Start of Block

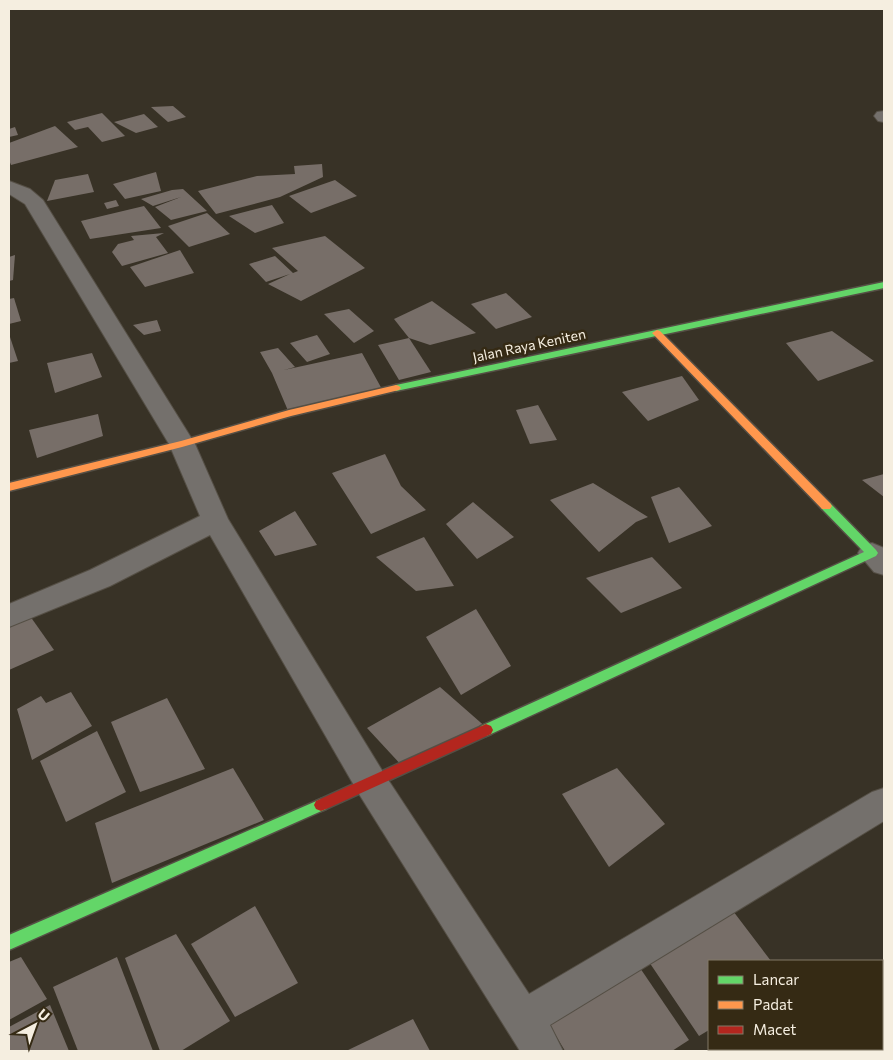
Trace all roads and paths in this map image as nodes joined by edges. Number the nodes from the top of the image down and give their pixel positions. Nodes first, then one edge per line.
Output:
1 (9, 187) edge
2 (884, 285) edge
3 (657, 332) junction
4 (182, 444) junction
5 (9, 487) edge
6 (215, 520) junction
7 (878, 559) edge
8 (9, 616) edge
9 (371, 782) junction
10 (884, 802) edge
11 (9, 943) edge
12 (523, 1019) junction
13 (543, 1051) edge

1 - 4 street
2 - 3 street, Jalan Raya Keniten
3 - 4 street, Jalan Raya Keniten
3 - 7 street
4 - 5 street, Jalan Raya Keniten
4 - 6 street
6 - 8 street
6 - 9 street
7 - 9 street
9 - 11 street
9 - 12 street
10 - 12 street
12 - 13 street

End of Block

What the exercise asks:
Repeat each entry exactly. Pictures do not belong in the copy.

Reply to the task:
Trace all roads and paths in this map image as nodes joined by edges. Number the nodes from the top of the image down and give their pixel positions. Nodes first, then one edge per line.
Output:
1 (9, 187) edge
2 (884, 285) edge
3 (657, 332) junction
4 (182, 444) junction
5 (9, 487) edge
6 (215, 520) junction
7 (878, 559) edge
8 (9, 616) edge
9 (371, 782) junction
10 (884, 802) edge
11 (9, 943) edge
12 (523, 1019) junction
13 (543, 1051) edge

1 - 4 street
2 - 3 street, Jalan Raya Keniten
3 - 4 street, Jalan Raya Keniten
3 - 7 street
4 - 5 street, Jalan Raya Keniten
4 - 6 street
6 - 8 street
6 - 9 street
7 - 9 street
9 - 11 street
9 - 12 street
10 - 12 street
12 - 13 street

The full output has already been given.